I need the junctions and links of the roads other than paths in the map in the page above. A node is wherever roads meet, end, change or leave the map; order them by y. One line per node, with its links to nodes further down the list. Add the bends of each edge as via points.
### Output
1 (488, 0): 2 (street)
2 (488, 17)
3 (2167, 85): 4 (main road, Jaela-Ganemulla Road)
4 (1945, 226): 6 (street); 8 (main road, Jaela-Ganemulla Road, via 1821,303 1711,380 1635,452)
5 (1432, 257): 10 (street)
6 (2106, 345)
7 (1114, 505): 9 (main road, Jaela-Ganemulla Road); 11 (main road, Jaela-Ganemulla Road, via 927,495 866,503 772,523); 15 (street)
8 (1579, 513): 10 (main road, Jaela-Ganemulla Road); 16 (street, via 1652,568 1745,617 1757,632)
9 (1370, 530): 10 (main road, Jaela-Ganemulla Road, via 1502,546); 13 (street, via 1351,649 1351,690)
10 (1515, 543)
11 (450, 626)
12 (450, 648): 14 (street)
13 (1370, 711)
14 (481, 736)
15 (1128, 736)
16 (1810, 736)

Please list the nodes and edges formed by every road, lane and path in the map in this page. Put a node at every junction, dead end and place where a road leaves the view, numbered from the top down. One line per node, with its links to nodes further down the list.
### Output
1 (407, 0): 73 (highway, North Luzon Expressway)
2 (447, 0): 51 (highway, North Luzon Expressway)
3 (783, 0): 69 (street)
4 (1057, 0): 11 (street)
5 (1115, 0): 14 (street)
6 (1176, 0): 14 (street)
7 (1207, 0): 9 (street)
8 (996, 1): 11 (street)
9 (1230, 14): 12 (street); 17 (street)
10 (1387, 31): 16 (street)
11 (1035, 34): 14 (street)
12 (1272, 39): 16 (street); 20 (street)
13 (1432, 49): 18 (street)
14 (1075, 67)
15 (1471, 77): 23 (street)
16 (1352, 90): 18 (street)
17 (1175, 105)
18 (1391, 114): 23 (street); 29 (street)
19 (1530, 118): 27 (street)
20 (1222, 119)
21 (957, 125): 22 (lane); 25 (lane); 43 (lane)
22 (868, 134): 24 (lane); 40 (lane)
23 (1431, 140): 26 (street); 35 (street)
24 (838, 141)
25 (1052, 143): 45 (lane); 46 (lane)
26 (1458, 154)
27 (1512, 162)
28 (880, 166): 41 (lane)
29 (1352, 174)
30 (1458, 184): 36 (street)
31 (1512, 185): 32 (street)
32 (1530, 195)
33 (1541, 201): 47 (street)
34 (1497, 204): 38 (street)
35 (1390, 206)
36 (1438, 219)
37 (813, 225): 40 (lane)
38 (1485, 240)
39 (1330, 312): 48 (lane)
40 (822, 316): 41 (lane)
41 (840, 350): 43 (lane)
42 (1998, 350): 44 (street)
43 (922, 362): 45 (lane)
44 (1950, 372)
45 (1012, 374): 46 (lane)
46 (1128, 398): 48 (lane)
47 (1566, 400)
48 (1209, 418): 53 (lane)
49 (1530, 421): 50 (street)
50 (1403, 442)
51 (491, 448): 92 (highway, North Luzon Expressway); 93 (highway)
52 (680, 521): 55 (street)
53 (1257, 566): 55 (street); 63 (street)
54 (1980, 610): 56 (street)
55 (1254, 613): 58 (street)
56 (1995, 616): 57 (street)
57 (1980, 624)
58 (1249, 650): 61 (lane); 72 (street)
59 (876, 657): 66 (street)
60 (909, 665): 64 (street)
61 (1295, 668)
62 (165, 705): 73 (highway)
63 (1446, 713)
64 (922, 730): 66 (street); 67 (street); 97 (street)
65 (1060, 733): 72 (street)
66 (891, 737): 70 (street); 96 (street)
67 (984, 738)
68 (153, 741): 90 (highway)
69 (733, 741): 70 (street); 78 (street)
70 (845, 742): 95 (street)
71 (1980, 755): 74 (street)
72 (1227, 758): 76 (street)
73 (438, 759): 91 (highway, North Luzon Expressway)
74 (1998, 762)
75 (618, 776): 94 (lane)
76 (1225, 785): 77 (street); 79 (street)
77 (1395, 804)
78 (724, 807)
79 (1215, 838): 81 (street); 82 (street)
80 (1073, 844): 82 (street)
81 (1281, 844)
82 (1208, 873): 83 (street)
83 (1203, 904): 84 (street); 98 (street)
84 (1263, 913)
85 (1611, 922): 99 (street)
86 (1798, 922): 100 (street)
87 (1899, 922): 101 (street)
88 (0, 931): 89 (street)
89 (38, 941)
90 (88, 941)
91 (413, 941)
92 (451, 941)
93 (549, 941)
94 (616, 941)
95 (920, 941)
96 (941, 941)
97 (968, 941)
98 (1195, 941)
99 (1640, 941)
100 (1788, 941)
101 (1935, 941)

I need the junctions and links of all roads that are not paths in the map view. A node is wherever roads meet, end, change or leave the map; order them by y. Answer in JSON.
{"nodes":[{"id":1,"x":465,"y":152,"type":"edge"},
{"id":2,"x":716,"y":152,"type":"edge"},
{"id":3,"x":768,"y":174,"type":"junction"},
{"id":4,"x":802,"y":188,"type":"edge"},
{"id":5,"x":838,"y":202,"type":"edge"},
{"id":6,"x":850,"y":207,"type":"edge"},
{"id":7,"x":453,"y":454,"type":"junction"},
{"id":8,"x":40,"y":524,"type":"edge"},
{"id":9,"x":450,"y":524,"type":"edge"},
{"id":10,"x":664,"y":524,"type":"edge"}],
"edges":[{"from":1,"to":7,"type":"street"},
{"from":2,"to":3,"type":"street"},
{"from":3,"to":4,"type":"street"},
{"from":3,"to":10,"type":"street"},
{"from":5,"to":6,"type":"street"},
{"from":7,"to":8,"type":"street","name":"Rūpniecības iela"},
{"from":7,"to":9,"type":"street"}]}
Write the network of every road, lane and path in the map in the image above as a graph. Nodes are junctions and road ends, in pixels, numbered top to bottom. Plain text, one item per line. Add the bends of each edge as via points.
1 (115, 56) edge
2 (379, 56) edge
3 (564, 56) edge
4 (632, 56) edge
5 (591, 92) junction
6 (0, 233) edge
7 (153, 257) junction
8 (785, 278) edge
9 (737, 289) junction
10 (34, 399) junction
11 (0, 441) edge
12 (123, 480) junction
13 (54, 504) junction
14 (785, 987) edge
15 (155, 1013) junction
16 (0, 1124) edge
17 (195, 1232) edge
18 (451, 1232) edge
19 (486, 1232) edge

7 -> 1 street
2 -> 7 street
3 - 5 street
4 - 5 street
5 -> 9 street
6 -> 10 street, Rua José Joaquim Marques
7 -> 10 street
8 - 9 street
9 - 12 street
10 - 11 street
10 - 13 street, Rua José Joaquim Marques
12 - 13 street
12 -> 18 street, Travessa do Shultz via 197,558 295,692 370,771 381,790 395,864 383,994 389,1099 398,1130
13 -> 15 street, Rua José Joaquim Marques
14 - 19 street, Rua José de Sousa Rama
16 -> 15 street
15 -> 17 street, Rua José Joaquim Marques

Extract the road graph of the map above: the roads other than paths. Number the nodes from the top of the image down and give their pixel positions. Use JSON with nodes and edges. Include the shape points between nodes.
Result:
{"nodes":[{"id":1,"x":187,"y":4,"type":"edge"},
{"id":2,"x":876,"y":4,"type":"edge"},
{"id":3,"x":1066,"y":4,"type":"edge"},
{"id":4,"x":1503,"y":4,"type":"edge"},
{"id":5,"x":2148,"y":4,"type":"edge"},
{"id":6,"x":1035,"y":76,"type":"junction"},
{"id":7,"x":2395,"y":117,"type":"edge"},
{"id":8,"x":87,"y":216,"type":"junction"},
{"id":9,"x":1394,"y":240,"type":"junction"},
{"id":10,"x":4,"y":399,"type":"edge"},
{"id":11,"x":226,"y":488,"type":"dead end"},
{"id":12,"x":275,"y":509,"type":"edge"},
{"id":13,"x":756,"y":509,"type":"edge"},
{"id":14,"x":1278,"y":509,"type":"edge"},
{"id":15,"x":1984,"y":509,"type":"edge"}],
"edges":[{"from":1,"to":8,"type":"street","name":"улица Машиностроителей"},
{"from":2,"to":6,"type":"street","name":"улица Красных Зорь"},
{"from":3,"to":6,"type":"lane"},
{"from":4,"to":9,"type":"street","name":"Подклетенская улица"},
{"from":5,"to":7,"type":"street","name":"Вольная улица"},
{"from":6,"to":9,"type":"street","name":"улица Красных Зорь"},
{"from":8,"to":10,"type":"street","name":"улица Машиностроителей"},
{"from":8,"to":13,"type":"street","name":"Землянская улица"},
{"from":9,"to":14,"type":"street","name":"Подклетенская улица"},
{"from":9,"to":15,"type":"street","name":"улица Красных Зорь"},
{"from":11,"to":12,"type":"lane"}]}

__EXERCISE__: Using the entries above, state how many lines contain the string "Marques"; the number is all that is needed.

__RESULT OF THIS TASK__: 4